Gewinne privatisieren und Schulden verstaatlichen - nach diesem Motto funktionieren derzeit Bankenrettungen in Österreich. Geht es nach der Finanzmarktaufsicht (FMA) und der Oesterreichischen Nationalbank (OeNB), so wird künftig das Gegenteil der Fall sein: Gerät eine Bank in ernste Schieflage, dann soll der Staat künftig nicht mehr wie jetzt gezwungen sein, zum Schutz von Kunden und Einlagen gleich die ganze Bank aufzufangen. Es könnte aufgespaltet, teilverstaatlicht, restrukturiert und teilabgewickelt werden, bevor die ganze Insolvenzmaschinerie zu laufen beginnt.

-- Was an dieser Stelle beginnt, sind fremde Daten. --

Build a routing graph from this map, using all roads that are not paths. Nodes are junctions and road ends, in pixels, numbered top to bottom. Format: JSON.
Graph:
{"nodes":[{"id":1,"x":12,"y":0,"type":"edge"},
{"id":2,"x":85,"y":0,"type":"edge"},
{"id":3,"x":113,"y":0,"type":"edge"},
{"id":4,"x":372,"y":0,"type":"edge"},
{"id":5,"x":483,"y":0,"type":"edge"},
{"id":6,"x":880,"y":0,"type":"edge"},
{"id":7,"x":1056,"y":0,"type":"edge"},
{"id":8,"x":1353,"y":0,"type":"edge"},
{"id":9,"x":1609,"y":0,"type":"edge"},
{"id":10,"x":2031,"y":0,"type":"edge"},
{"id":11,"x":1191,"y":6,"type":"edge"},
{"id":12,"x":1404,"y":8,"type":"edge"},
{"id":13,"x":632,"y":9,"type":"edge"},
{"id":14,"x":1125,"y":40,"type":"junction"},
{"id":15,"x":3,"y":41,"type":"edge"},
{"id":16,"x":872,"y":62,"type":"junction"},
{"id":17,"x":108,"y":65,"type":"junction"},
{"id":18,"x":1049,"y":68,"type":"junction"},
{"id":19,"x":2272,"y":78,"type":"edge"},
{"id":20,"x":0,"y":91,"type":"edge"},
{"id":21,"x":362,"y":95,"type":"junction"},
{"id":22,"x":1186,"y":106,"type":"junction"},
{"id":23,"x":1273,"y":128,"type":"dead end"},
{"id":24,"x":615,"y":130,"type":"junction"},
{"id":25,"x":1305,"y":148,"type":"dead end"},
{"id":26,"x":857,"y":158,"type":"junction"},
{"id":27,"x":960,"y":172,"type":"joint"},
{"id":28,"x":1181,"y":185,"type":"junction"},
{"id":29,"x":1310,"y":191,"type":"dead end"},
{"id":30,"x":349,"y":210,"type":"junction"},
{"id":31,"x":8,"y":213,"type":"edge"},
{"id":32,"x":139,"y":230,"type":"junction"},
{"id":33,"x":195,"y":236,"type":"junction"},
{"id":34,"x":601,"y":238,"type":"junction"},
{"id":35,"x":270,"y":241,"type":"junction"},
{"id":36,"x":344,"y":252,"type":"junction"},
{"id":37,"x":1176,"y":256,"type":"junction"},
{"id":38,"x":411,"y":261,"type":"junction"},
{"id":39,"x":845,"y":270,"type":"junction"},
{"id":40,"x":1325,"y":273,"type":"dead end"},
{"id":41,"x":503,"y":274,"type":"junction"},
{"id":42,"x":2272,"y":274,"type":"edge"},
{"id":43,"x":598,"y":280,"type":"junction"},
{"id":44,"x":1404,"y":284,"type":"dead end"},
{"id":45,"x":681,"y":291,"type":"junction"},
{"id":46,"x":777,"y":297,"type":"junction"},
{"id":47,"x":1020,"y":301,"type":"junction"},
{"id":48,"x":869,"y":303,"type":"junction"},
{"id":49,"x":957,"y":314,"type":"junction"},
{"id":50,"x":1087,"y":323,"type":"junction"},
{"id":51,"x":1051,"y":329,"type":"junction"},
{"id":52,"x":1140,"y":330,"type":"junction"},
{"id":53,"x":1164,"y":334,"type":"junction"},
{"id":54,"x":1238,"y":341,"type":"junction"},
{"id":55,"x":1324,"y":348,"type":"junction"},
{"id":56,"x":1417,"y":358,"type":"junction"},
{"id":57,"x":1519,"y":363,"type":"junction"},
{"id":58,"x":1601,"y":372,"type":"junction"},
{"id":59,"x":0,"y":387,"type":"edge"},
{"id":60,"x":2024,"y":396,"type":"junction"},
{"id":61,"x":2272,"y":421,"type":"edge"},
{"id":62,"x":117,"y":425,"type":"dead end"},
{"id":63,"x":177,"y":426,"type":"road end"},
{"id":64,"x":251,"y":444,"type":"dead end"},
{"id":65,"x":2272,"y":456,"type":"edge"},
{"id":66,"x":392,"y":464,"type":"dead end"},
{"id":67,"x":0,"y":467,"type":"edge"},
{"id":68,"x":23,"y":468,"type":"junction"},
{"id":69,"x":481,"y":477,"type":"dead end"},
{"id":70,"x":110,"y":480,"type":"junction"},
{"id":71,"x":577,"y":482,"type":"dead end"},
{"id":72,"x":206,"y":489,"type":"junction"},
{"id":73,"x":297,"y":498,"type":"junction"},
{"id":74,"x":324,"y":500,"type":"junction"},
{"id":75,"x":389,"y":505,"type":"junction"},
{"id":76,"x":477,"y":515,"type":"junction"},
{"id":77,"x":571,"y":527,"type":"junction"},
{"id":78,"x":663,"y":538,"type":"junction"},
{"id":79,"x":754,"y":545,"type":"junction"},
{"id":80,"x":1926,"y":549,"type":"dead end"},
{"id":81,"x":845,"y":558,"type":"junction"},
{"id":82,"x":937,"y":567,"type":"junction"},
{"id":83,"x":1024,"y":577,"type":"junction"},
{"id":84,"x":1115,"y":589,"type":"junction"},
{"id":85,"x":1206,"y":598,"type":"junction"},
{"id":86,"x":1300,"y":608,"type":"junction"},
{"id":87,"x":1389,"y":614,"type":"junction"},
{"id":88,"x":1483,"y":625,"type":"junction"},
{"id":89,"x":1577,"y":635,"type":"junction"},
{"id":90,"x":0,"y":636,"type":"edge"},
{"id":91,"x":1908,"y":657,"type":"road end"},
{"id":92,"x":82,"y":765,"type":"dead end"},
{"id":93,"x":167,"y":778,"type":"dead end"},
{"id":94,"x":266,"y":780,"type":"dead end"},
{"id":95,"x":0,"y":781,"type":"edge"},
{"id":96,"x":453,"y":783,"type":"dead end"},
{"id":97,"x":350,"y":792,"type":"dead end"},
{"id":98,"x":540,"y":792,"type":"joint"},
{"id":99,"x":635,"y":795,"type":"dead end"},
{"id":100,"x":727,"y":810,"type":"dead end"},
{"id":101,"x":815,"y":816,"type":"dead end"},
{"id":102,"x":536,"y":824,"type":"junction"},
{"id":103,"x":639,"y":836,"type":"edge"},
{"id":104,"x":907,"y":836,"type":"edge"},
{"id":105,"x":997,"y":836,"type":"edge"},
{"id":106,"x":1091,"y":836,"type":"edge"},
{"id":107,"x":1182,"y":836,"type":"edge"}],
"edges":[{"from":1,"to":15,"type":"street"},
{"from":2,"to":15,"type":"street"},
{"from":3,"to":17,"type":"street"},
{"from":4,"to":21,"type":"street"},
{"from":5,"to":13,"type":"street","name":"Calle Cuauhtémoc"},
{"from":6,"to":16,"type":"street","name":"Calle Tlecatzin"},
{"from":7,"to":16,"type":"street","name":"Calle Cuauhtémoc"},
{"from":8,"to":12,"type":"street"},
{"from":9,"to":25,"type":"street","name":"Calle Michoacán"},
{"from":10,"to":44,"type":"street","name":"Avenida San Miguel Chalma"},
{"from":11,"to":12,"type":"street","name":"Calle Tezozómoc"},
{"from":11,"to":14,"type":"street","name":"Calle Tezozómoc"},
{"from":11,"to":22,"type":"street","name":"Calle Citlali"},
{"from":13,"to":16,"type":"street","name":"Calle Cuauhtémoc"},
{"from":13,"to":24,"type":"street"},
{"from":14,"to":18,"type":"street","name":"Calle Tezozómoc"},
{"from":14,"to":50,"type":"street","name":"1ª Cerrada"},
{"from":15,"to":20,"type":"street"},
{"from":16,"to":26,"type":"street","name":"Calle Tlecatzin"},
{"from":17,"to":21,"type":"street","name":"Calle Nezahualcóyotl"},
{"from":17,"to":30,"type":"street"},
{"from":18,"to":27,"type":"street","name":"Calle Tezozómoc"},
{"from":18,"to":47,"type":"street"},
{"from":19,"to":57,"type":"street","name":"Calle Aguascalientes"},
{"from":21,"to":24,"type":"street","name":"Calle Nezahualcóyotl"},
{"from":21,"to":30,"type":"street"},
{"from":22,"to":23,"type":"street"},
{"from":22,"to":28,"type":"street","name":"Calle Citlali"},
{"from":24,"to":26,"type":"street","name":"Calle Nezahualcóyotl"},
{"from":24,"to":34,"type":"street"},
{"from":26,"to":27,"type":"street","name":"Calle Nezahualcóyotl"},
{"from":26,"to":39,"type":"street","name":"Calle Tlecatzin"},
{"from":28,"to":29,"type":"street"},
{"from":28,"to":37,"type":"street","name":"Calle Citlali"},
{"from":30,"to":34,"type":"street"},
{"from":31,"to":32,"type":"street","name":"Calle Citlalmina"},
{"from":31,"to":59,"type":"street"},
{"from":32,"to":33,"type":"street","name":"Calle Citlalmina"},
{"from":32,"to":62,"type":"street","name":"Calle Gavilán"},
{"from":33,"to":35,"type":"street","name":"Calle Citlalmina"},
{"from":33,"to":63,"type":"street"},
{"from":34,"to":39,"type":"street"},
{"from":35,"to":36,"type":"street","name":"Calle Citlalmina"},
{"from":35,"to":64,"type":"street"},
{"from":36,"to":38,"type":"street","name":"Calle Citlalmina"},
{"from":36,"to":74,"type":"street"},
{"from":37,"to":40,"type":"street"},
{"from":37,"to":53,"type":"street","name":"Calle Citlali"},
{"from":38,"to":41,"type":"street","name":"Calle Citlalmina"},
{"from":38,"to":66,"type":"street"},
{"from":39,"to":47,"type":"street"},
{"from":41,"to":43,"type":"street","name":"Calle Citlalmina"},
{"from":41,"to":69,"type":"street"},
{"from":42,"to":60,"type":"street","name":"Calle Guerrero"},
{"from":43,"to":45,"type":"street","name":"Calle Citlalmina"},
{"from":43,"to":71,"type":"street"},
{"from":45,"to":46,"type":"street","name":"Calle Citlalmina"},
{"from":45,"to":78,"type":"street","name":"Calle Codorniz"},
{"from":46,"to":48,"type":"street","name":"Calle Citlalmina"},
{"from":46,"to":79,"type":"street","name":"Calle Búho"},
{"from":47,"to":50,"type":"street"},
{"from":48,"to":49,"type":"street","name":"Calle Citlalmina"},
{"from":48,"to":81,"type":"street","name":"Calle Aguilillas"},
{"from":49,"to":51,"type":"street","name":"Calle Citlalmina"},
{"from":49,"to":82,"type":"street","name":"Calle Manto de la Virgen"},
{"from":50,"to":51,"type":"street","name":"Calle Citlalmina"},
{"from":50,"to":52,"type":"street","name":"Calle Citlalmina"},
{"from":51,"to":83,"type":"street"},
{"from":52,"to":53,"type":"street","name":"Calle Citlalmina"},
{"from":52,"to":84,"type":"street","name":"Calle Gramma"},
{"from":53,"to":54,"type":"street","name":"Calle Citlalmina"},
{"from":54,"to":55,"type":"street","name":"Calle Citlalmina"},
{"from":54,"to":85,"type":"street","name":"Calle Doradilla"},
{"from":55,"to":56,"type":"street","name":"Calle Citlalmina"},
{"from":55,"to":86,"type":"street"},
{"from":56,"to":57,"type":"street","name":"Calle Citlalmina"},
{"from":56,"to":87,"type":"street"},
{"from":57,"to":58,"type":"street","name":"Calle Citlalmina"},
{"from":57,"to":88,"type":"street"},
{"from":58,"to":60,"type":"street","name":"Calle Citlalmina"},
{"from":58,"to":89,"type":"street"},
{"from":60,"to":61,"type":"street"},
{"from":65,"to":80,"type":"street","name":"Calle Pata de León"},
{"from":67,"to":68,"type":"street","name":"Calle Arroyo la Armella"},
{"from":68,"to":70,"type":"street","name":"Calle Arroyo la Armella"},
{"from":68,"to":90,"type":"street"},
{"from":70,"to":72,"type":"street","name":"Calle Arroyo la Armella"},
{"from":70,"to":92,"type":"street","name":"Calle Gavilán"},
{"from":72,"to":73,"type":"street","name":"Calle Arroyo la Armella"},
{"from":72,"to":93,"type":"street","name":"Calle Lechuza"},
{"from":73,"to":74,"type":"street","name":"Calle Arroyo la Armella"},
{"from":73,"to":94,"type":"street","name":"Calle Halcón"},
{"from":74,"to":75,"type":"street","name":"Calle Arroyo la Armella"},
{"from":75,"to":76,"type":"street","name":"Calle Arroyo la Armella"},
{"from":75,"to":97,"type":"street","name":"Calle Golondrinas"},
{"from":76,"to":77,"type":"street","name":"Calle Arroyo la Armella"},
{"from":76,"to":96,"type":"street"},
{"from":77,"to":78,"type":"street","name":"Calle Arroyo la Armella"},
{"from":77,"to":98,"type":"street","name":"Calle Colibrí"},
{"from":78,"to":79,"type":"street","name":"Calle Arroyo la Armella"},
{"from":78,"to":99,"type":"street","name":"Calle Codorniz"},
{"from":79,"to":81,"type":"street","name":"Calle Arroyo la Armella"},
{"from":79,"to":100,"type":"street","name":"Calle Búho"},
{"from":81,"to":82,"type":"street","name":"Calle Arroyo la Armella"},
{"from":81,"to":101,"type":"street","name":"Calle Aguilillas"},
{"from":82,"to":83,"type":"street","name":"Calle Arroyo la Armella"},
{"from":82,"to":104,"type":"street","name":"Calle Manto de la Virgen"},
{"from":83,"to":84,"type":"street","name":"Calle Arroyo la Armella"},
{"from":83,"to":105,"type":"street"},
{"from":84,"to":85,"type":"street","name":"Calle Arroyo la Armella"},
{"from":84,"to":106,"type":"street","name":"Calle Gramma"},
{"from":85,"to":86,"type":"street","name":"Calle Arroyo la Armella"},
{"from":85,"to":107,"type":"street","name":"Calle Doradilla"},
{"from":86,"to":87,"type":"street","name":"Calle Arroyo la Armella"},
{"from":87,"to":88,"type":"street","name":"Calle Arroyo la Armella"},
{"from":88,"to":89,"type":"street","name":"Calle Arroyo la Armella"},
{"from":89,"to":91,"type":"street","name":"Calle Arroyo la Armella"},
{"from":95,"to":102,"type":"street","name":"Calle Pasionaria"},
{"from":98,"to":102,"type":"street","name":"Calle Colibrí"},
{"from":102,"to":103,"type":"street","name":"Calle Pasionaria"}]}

Good- statt Bad Bank für den Staat

FMA und OeNB schwebt vor, im Krisenfall beispielsweise eine so genannte staatliche "bridge bank" zu installieren. Der Staat könnte auf diese Weise aus einer Krisenbank Kunden-Einlagen, systemrelevante Verbindlichkeiten und vor allem zukunftsträchtige Geschäftsbereiche relativ schnell herauslösen und unter sein Dach nehmen. Faule Papiere und Altlasten einer solchen Krisenbank müssten - so der Wunsch der Aufseher - in einer "Bad Bank" bleiben, und diese bei den Alteigentümern. Diese Bad Bank unter Behördenverwaltung würde in der Folge wahrscheinlich nach allgemeinem Insolvenzrecht abgewickelt. 

Unwillige Aktionäre notfalls enteignen

Im Notfall würden kooperationsunwillige Altaktionäre einer solchen Problembank enteignet. Auch Ergänzungskapitalgeber würden in der "Bad Company" landen. Damit steige der Druck, schon bei der Kapitalisierung auf die Qualität des Instituts zu schauen.

Bisher ist es umgekehrt: Übernimmt der Staat Haftungen für toxische Assets von Banken, bleibt damit bei der öffentlichen Hand schon eine Art "Bad Bank" hängen.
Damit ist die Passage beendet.